The Lives of Others

If you haven’t seen this German film yet, drop everything and GO. It won Best Foreign Film at this year’s Academy Awards, but from all accounts it should have won Best Film (a category in which it wasn’t even nominated). My cinema-going has been curtailed in the last year or so, mainly out of boredom at what’s on offer, but this more than made up for the bland also-rans.

The Lives of Others is set in East Germany before the Wall came down. Its peculiar genius is in creating an empathetic hero out of a man who, when we first meet him, seems to be a soulless Stasi officer. The film balances so many complex elements so beautifully, I staggered out of the cinema with my similarly affected friend.
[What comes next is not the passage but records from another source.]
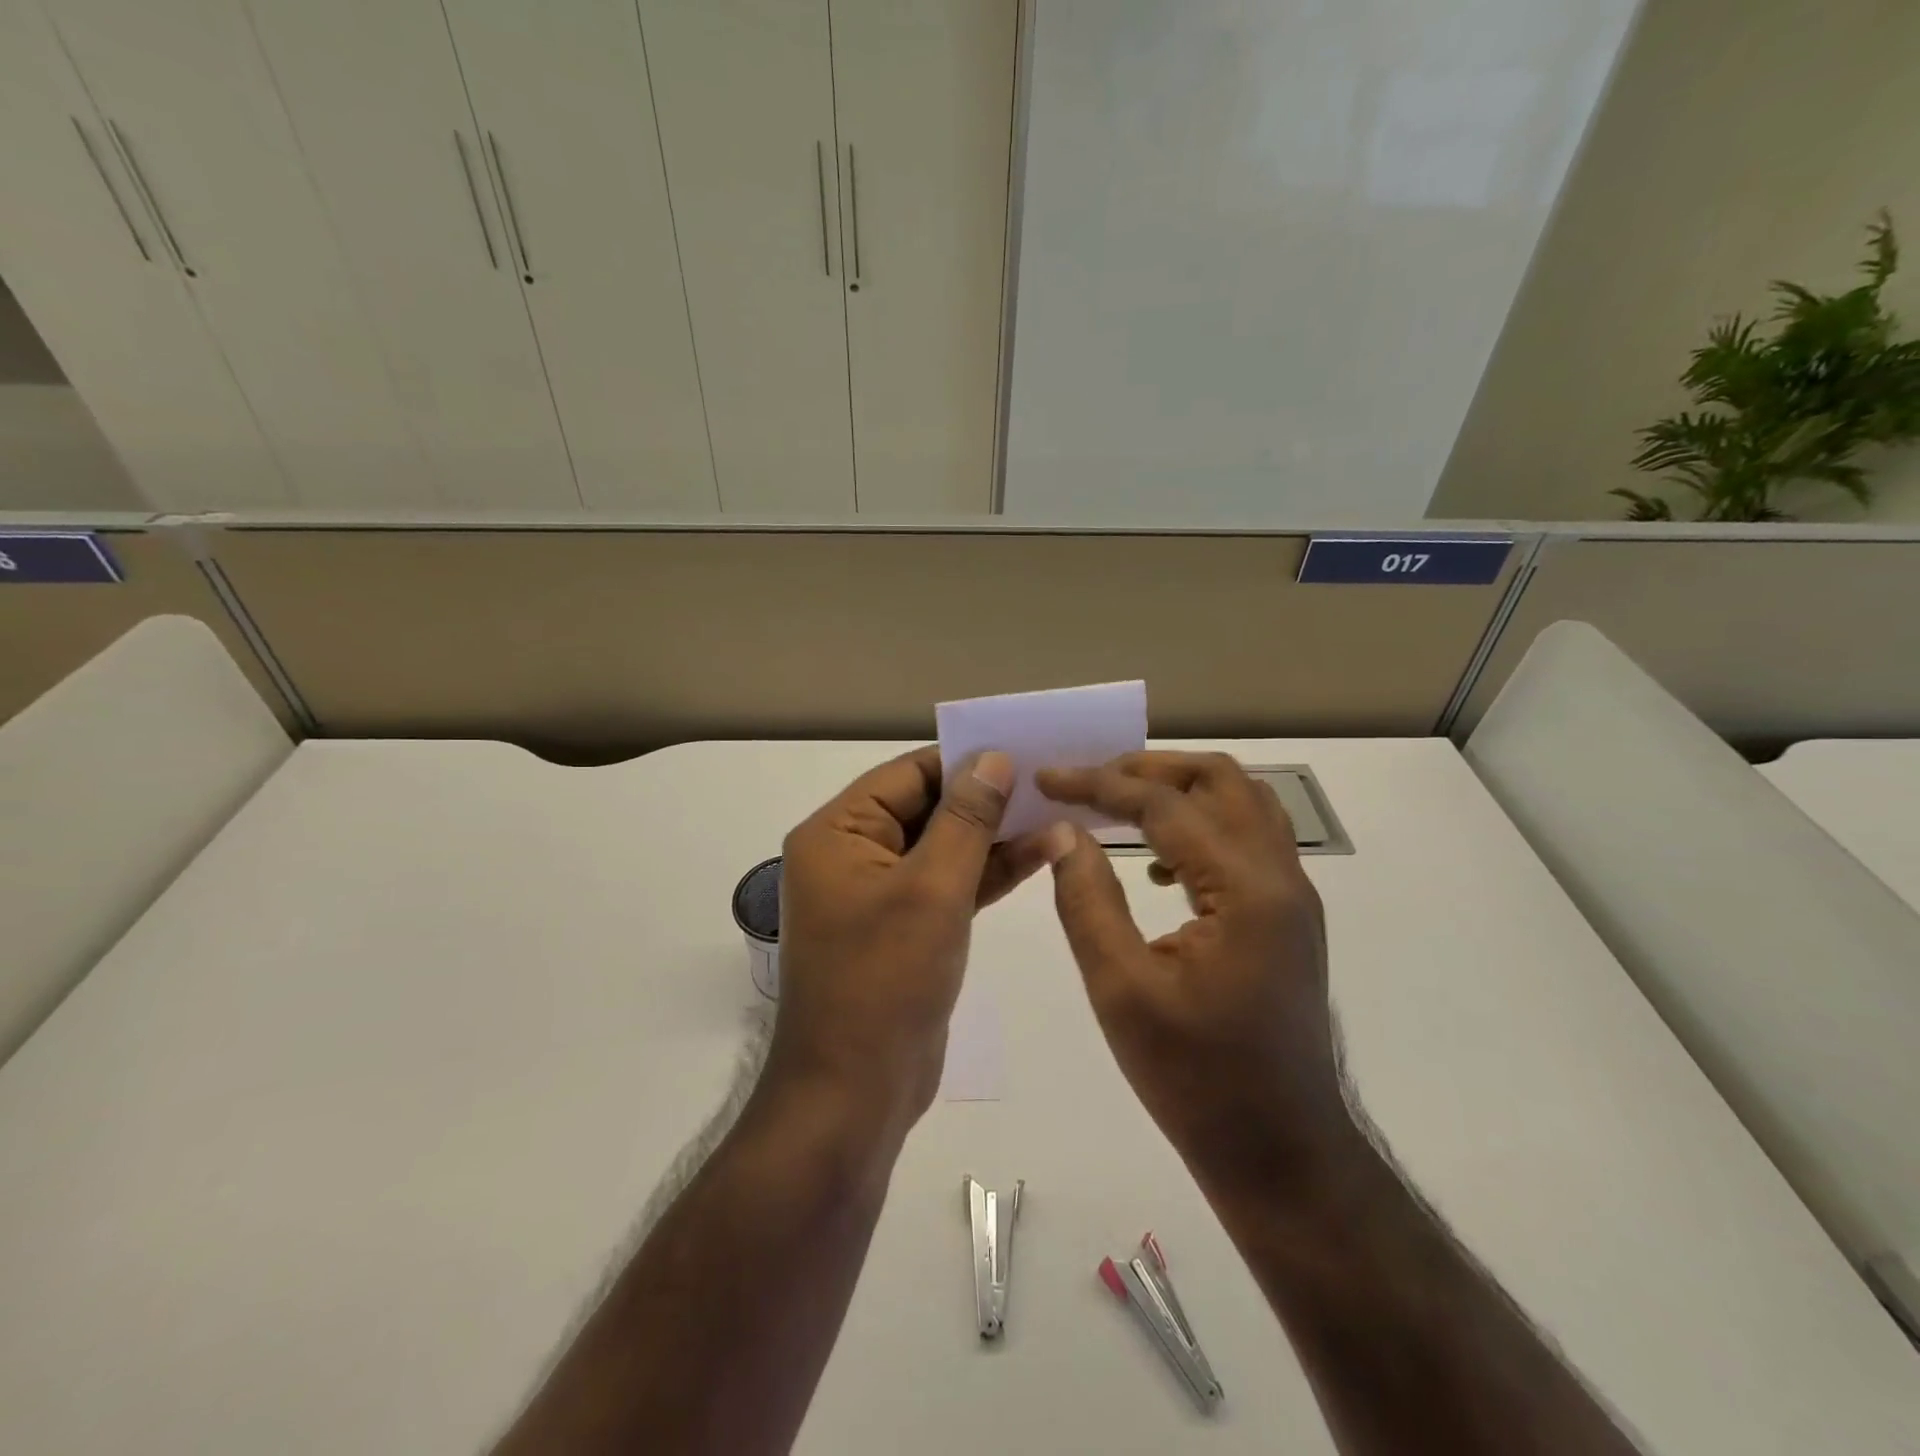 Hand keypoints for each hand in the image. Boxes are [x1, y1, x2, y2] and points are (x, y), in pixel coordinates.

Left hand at [772, 747, 1050, 1129]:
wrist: (855, 1094)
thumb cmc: (886, 980)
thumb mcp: (933, 889)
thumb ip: (967, 819)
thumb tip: (993, 758)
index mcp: (838, 834)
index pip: (907, 775)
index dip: (965, 762)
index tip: (1023, 750)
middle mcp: (852, 855)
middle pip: (926, 809)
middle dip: (987, 799)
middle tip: (1050, 781)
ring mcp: (879, 895)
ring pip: (943, 848)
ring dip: (995, 836)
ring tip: (1058, 815)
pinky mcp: (905, 928)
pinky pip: (948, 885)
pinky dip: (987, 873)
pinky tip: (1040, 854)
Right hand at [1037, 752, 1351, 1192]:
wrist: (1282, 1153)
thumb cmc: (1196, 1080)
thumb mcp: (1122, 990)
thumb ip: (1087, 900)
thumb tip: (1064, 832)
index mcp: (1245, 890)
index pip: (1165, 804)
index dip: (1099, 783)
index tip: (1047, 778)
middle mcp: (1280, 877)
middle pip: (1219, 780)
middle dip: (1148, 768)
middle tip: (1089, 781)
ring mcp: (1291, 896)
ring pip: (1240, 803)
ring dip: (1178, 790)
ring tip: (1117, 805)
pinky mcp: (1286, 917)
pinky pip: (1245, 840)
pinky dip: (1198, 826)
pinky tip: (1153, 865) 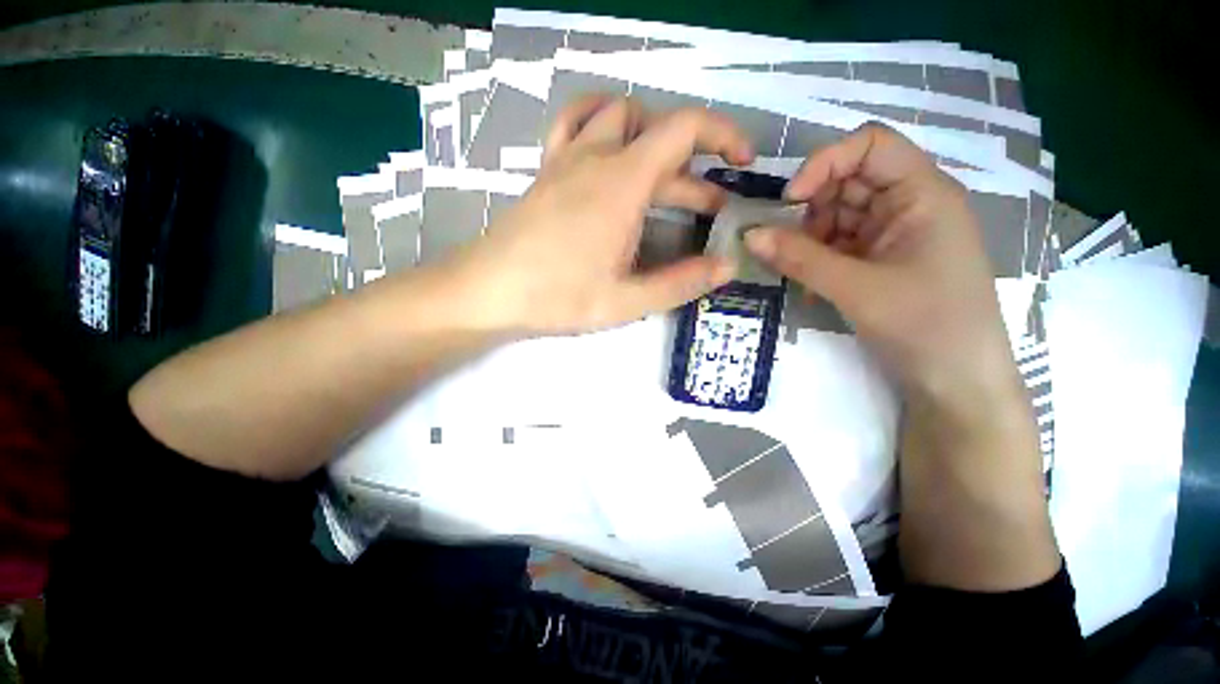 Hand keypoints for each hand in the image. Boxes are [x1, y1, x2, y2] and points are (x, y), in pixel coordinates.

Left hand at [445, 95, 753, 334]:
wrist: (489, 291)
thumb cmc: (557, 297)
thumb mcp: (626, 300)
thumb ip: (680, 283)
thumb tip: (726, 266)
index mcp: (622, 183)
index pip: (684, 129)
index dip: (723, 135)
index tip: (742, 163)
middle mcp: (596, 156)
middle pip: (657, 135)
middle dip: (694, 168)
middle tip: (710, 211)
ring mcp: (566, 159)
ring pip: (618, 118)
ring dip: (653, 137)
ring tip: (667, 175)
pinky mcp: (548, 170)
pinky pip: (576, 123)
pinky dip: (602, 123)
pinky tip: (610, 150)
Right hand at [744, 123, 1019, 408]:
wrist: (956, 383)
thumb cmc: (924, 325)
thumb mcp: (856, 288)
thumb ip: (799, 258)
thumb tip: (748, 235)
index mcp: (921, 193)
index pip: (869, 145)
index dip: (825, 163)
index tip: (790, 202)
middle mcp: (908, 205)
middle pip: (847, 181)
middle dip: (811, 210)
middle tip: (787, 247)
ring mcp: (893, 234)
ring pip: (836, 215)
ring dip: (809, 240)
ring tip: (798, 272)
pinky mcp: (879, 260)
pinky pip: (838, 245)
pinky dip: (816, 260)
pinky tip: (809, 286)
We had no choice but to find the nearest wine bar in order to balance ourselves out.

Raving about the film last week to anyone who would listen, I discovered a serendipitous connection between an acquaintance of mine and the film’s director. A friend of my client Simi, a German filmmaker called Christian, speaks to the director’s mother on the phone every day. The reason he does this is that the director’s mother is best friends with Christian’s aunt, who lives here in New York and who has recently been unwell. She calls him to see how her friend is doing. She did this while I was working with Christian during filming of Simi reading from her memoir to a group of young disabled women last week. I was trying to hold a boom microphone and not make too much noise as I moved it around.

From Christian (and his wife, whom I met in the car on the way home to Brooklyn – imagine, a lift home, in a car!), I learned that the only person of their acquaintance in Germany who did not enjoy the film was a theatre actress who, on principle, could not accept a rounded and sympathetic portrayal of a Stasi officer. This actress had herself been imprisoned during the years portrayed in the film; a misfortune made worse by her impeccably poor timing: apparently she had fled Romania to Germany … only for the wall to go UP three days after she arrived.

My “two degrees of separation” life continues apace.